■ **TASK OBJECTIVE**: Among the entries, find the lines with the string "Vatika" and report them.

■ **DATA SHOWN**:
-----

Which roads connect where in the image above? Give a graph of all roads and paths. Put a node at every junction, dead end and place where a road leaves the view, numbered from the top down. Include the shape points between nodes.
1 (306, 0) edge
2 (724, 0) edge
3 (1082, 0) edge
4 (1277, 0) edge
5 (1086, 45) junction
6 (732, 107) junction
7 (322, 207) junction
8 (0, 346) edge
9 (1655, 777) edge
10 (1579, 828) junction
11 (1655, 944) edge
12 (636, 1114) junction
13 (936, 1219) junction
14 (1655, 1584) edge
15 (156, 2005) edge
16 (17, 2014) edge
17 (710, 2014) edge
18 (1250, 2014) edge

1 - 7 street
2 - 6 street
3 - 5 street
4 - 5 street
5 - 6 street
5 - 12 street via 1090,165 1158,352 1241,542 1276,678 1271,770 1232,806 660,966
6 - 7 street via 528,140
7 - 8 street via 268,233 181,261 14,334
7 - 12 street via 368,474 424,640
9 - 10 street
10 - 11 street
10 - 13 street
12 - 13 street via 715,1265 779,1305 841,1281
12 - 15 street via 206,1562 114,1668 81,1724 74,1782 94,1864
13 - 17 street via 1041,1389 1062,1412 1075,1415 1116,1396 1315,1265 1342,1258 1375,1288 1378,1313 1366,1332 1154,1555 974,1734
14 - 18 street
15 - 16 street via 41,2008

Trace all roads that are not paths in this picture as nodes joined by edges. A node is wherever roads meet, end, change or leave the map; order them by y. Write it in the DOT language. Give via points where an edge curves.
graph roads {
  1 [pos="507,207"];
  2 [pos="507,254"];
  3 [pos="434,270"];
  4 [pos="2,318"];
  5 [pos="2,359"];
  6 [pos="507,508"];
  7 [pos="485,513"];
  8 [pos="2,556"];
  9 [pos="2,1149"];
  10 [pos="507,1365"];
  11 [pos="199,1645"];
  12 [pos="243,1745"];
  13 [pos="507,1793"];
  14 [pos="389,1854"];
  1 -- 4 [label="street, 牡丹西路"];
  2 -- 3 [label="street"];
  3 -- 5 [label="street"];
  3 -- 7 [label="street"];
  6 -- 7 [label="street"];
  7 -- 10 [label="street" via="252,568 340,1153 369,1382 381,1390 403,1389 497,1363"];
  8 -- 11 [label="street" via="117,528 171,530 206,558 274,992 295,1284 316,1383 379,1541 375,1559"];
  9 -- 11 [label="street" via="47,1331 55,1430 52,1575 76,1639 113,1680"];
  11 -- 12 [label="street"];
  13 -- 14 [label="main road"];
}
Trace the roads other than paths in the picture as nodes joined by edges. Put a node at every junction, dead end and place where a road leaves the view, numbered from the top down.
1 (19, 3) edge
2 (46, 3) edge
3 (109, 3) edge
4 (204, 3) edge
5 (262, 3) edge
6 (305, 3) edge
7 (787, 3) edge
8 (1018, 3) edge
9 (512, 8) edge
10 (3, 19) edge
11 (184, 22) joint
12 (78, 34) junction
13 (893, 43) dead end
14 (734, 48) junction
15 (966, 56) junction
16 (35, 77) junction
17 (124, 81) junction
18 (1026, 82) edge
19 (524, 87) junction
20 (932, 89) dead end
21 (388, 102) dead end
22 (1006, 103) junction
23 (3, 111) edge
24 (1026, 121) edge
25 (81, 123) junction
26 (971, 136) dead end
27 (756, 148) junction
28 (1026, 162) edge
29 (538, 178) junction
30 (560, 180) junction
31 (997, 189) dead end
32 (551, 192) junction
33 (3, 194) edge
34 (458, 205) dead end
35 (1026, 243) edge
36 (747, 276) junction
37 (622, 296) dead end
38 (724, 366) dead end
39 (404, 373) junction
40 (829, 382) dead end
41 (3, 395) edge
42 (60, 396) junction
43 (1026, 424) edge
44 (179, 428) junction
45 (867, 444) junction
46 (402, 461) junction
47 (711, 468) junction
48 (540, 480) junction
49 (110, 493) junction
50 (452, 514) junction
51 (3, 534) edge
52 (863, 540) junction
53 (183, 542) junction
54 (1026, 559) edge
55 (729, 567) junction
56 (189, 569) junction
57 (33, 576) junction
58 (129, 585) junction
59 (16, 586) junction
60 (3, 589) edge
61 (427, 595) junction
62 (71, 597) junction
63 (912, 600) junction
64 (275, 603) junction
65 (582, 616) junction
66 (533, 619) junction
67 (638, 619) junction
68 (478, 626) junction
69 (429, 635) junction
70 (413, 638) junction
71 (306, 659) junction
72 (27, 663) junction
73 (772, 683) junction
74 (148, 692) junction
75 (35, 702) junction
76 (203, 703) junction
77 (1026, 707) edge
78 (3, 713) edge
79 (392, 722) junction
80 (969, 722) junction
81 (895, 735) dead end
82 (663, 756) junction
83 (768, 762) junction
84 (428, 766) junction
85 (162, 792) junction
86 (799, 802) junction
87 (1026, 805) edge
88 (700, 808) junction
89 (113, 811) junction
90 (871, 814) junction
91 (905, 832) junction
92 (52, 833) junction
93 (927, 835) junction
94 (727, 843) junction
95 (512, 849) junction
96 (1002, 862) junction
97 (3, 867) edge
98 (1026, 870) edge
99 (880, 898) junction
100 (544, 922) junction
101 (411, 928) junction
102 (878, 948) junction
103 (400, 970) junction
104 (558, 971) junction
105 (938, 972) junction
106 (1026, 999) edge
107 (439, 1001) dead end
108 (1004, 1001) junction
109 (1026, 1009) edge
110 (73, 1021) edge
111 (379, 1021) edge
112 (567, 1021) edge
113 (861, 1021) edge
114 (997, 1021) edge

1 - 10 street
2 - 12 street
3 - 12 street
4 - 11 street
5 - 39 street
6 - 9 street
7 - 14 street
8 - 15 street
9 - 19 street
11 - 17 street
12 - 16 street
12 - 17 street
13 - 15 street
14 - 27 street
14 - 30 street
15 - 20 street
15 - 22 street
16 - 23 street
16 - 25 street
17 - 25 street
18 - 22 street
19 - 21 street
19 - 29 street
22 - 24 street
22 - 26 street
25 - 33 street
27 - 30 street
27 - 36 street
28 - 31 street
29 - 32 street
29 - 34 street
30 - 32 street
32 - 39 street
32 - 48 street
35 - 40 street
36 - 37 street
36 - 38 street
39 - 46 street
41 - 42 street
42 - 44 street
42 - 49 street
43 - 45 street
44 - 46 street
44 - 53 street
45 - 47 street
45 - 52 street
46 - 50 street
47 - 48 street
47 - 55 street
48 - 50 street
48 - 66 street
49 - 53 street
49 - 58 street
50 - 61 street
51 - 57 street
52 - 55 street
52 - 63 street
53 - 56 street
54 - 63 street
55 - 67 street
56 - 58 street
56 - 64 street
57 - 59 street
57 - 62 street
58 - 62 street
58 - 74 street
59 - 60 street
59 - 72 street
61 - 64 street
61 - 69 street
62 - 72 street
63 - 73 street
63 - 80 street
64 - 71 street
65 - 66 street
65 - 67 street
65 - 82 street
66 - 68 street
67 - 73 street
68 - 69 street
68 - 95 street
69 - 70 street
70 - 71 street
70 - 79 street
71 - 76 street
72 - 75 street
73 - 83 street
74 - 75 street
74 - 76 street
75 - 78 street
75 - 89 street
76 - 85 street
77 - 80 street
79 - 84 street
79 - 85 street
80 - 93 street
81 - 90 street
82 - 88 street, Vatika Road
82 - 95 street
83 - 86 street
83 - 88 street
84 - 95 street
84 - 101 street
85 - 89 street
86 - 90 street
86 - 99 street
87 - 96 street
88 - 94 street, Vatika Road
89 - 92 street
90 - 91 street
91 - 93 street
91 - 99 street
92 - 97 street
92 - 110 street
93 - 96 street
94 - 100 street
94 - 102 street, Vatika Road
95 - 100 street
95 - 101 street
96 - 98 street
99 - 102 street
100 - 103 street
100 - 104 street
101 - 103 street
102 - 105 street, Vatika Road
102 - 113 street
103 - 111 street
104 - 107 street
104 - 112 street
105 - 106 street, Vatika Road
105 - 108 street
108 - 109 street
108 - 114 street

-----

■ **SOLUTION**:
82 - 88 street, Vatika Road
88 - 94 street, Vatika Road
94 - 102 street, Vatika Road
102 - 105 street, Vatika Road
105 - 106 street, Vatika Road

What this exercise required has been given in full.